In 1964, a commonplace event occurred; a lady had her pocket picked in Los Angeles. A woman with a blond ponytail took the purse of a passerby and, witnesses said, fled in a yellow car driven by a black man with a moustache and beard.

After days of investigation, the police finally found a blonde-haired woman who had a boyfriend, a black man with moustache and beard driving a yellow car. There was no other evidence to tie the two to pickpocketing. Prosecutors, however, calculated the odds of a coincidence and indicted the two. According to the prosecution, 10 percent of cars are yellow, 25 percent of men wear moustaches,10 percent of women wear their hair in a ponytail and one third of women are blonde. They went on to calculate other odds concerning black men with beards and moustaches and that of a black and white couple in a car. The prosecution argued that the chances of all those coincidences coming together was about one in 12 million, and at the first trial, the jury agreed and found the woman guilty.

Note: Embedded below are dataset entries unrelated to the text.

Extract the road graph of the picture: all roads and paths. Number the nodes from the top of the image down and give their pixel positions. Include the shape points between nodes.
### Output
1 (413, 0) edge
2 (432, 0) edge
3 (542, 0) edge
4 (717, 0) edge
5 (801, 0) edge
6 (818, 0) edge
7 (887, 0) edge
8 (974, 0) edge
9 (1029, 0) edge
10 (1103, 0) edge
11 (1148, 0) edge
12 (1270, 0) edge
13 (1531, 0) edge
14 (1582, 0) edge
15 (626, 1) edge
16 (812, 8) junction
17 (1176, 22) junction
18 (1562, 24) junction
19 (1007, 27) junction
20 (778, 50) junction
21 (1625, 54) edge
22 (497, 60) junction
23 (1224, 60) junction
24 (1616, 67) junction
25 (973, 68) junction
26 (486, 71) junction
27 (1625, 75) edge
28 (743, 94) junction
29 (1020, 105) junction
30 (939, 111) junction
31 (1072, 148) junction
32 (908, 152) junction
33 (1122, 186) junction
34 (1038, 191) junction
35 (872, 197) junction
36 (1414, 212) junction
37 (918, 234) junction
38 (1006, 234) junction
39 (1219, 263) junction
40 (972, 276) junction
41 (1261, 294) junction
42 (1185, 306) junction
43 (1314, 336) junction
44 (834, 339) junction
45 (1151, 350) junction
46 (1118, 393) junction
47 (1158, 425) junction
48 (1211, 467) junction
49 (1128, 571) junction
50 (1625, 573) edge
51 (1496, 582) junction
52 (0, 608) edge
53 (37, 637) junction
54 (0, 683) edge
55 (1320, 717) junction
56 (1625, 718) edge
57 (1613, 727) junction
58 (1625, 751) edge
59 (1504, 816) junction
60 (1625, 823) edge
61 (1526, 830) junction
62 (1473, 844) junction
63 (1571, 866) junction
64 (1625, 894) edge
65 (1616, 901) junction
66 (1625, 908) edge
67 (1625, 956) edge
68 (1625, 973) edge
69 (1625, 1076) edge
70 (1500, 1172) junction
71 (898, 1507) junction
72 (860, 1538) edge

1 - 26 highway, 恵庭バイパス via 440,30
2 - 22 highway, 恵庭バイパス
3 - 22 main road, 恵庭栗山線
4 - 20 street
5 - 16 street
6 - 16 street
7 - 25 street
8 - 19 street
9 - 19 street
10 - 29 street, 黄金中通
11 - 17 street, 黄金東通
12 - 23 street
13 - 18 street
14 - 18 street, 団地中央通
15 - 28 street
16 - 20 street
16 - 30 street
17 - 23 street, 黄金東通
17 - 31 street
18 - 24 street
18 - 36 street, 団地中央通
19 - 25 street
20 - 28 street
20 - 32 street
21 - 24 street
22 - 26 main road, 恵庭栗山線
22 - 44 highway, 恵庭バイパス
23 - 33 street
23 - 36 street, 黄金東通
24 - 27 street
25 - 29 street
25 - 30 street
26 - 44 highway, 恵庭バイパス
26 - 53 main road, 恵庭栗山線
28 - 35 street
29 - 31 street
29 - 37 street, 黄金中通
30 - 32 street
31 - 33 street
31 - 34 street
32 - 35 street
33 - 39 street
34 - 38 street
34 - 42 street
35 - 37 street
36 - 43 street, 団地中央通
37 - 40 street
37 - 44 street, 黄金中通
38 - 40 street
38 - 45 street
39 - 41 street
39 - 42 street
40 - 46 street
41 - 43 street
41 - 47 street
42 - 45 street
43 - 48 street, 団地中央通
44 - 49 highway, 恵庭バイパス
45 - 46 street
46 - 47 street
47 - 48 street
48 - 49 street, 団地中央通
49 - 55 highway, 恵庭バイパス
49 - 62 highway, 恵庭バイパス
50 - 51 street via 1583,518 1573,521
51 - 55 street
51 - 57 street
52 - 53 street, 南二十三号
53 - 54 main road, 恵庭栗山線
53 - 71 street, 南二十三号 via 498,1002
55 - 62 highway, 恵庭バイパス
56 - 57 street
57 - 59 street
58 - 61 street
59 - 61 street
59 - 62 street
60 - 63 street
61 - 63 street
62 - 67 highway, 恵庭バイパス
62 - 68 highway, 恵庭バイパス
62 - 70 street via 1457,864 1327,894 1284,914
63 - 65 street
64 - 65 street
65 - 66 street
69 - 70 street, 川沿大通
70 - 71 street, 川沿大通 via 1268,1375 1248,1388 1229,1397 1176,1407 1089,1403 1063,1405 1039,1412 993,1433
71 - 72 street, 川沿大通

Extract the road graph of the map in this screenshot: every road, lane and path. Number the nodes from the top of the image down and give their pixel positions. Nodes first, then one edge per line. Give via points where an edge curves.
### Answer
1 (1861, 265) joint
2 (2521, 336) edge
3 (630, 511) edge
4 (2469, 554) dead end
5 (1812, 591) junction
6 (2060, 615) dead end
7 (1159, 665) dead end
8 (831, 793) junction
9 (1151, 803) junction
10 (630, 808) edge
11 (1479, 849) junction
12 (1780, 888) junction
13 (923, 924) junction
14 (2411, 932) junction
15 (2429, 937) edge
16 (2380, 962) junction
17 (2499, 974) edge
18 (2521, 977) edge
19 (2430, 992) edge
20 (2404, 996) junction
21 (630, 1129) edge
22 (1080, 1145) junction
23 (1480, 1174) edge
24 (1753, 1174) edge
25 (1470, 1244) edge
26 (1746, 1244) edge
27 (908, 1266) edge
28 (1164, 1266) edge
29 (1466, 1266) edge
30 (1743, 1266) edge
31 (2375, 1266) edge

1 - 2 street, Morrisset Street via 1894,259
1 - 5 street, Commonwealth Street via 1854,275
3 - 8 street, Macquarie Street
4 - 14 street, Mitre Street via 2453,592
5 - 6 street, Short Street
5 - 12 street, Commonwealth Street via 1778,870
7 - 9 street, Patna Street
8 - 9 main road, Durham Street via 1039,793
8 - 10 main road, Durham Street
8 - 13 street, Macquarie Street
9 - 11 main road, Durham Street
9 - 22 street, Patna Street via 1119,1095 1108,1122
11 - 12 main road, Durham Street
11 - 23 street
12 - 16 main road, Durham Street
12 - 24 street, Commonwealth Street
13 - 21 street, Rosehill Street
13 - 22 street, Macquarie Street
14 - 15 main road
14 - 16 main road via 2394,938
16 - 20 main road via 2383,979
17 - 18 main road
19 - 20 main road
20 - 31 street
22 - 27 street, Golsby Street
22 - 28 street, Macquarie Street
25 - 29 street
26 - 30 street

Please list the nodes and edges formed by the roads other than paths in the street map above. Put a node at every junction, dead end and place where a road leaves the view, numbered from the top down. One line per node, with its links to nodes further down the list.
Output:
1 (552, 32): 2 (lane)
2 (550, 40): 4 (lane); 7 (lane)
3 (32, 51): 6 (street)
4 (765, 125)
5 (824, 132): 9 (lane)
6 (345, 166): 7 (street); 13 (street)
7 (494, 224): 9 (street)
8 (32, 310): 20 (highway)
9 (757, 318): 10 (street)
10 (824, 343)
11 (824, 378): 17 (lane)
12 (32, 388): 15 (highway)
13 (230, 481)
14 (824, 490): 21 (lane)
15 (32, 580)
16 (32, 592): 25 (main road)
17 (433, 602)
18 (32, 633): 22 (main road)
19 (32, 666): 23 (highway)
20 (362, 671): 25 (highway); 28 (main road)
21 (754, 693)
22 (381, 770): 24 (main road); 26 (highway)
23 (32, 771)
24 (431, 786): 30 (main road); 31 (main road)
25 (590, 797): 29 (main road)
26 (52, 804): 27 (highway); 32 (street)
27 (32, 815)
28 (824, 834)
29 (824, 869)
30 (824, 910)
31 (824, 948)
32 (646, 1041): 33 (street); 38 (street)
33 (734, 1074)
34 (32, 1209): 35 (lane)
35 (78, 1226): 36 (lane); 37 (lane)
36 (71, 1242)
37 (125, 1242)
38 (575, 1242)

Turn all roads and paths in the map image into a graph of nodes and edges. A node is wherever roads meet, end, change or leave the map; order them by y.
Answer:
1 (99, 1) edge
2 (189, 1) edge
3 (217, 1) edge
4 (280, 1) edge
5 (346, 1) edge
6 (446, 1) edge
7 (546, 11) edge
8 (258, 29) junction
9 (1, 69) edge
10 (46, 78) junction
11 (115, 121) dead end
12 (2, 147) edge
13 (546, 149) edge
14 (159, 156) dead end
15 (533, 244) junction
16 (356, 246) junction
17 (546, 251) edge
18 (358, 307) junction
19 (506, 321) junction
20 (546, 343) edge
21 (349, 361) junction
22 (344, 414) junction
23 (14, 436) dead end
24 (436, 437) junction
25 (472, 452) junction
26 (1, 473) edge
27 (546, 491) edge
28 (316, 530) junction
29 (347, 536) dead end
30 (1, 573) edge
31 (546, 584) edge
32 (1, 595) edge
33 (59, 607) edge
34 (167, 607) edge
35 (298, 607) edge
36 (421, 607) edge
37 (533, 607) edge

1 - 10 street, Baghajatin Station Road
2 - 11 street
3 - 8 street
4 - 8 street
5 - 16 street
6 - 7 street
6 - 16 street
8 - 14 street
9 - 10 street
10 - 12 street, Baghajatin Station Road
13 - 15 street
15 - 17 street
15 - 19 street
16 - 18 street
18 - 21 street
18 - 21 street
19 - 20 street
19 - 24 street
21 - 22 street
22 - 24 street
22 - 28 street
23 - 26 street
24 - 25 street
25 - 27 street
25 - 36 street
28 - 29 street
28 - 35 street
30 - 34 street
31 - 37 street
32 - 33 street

But when the case went to the highest court in California, the lawyer for the accused laid out a more accurate probability calculation based on help from mathematicians. The lawyer argued that there was actually an 8-percent probability of those coincidences laid out by the prosecutor, making the odds that the woman was innocent not one in 12 million but about one in 12.5. Because it was highly possible that an innocent person was accused, her conviction was overturned on appeal.

Grand National Party President Lee Hoi-chang and an accompanying legislater bumped into two acquaintances on the subway and had an impromptu policy discussion. Then the ruling party said suspiciously that the incident was stage-managed, arguing that such probability is less than one in a billion. As a result of the political battle between the ruling and opposition parties, the citizens whom the lawmakers met on the subway held a press conference at the GNP office building Wednesday, insisting that "We cannot get over the feeling of being wrongfully accused for playing roles in a political show." The high school classmate of the lawmaker asked, "Do politicians ever care at all about the personality and reputation of ordinary citizens?" The university student whom Mr. Lee met a second time on the subway said, "Politicians should mind their own business - politics. Do your job for our people." Considering the situation in various lights, the MDP's argument of a stage-produced show is unreasonable. However, regardless of who has done wrong and who has done right, politicians should have been hurt that our politics has sunk so low. How many of our politicians can confidently defend themselves from the university student's thunder against them?